First, the meta. I’ve done a small bit of blogging here and there. I even had a personal webpage back in 1995 that was fully of pithy stuff that I am glad I can’t remember. But this blog is a bit different in that it gives me some structure as far as studying for the WSET Diploma Unit 3 exam in just over four weeks. I drink, I talk about it, I write up some tasting notes, and I put everything here. I’ve really been enjoying it, and I think I like the fact that other people can read this, but it’s not the point.
So some stats, just for fun. I have no idea if anyone has read any of this, and a quick look at the logs suggests it really just me and some robots. There are apparently two people on Facebook who like this, which I think is great. I was worried when it was just one, in that if he didn’t like something I wrote, no one would like me, but now I have a buffer. Two is also the number of people in the last 24 hours who have contacted me trying to buy drunk.com, which is also great. I have no interest in selling, but it’s nice to be asked. I’m keeping a list of everyone who has ever expressed an interest in buying, and should I ever run out of money for that next case of DRC, I’ll drop them all a note. Finally, I’ve had 13 spam comments, which is probably what those robots visiting have been up to. This will make 17 posts, so I’m more prolific than the spam bots, which is saying something.
Quick update – just saw that people are tweeting “drunk.com” which explains why a couple of people recently had the bright idea of trying to buy this domain. I think I’d be prepared to trade it for another domain if someone could hand me drunk.int, but seeing as they’d need an international treaty, I’m not going to hold my breath.
But hey, there’s blogging about blogging, and then there’s blogging about drinking, and I know which is more interesting (to me). I know I already wrote today about a wine, but that was lunch, and a by the glass entry at that, so here’s an update from dinner. We opened up a bottle of Domain Day Garganega 2009 from Mt Crawford. I continue to be a slave to the novel.
Domain Day is in the Barossa Valley in South Australia, a region famous for the iconic Australian grape, Shiraz (known as Syrah in some other parts of the world). However, their exact location is described as Mt Crawford, which is 450 metres above sea level, and therefore has a very different weather profile from the rest of Barossa which is typically very warm. They make use of this somewhat cooler sub-region to grow some grape varieties that are unusual or unexpected, to say the least.

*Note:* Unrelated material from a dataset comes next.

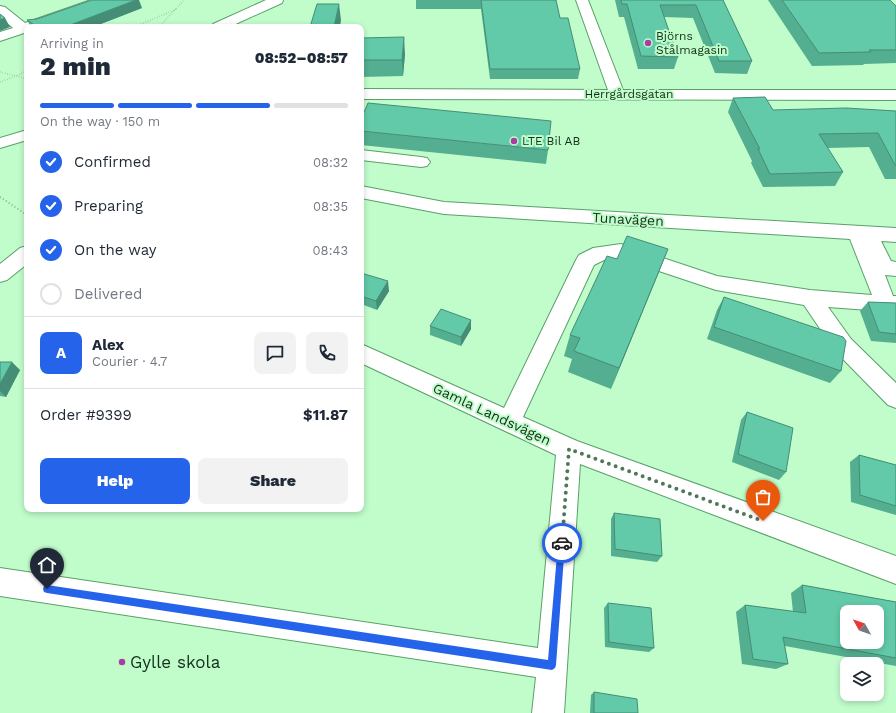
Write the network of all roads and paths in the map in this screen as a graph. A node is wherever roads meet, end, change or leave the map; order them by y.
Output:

Garganega is actually a very prominent grape variety, being the primary component in Soave, a white wine from the Veneto region in northeast Italy. However, it’s very much of the Veneto, and it’s difficult (if not impossible) to find outside of Italy. Domain Day has been making wine from their Garganega plantings for six or so years now, and it’s lovely. I do not have a wide background in tasting Italian wines, so I can’t compare it to Soave, but it shows what I believe to be typicity with a medium body and something akin to Pinot Grigio meets Chardonnay plus some almonds.
What drives Domain Day to grow Garganega grapes in the Barossa Valley? Probably the same thing behind their Lagrein and Saperavi, which I’m sure to write about in the future. Perhaps it’s an interest in less mainstream grape varieties, or the hope that they can corner their local market in a less available exotic wine style. Whatever it is, I’m so glad they’re doing it because they make very interesting wines and supplementing the diversity of locations into the world wine mix. And if I’m asked an essay question on wines of the Veneto, I’m absolutely going to find a way to tie in a mention of Garganega grapes being grown in Australia.
Clear and bright, medium-minus lemon with a quick film in the glass when swirled.
Clean, medium intensity, developing with notes of pear, simple citrus, almond, honey and vanilla. I want to say I can smell American oak, but almost no one in Australia uses American oak (except for Grange), and whenever I try to pretend to be able to tell the difference, I’m invariably wrong.
Dry, medium acidity, no tannins, medium alcohol, medium-plus body with a bit of oiliness, and medium-plus flavour intensity. Notes of pear, melon, almond, and honey. Slightly candied finish. Medium-minus length.
This is a good quality wine, and certainly a step up from the wine I had at lunch. The flavours have an intensity to match the body, with slightly less acidity and alcohol. There wasn’t a huge amount of complexity, with it largely being fruit driven, but some nuttiness and oak influence is enough. The length could be better, but it hits the nail on the head for typicity (though my knowledge of Garganega is largely from reading, not tasting). I look forward to seeing what this tastes like as the vines get a bit older and the winery has a few more years of working with the grape under their belt. I expect the 2009 can improve over the next few years, though there’s no harm in drinking it now.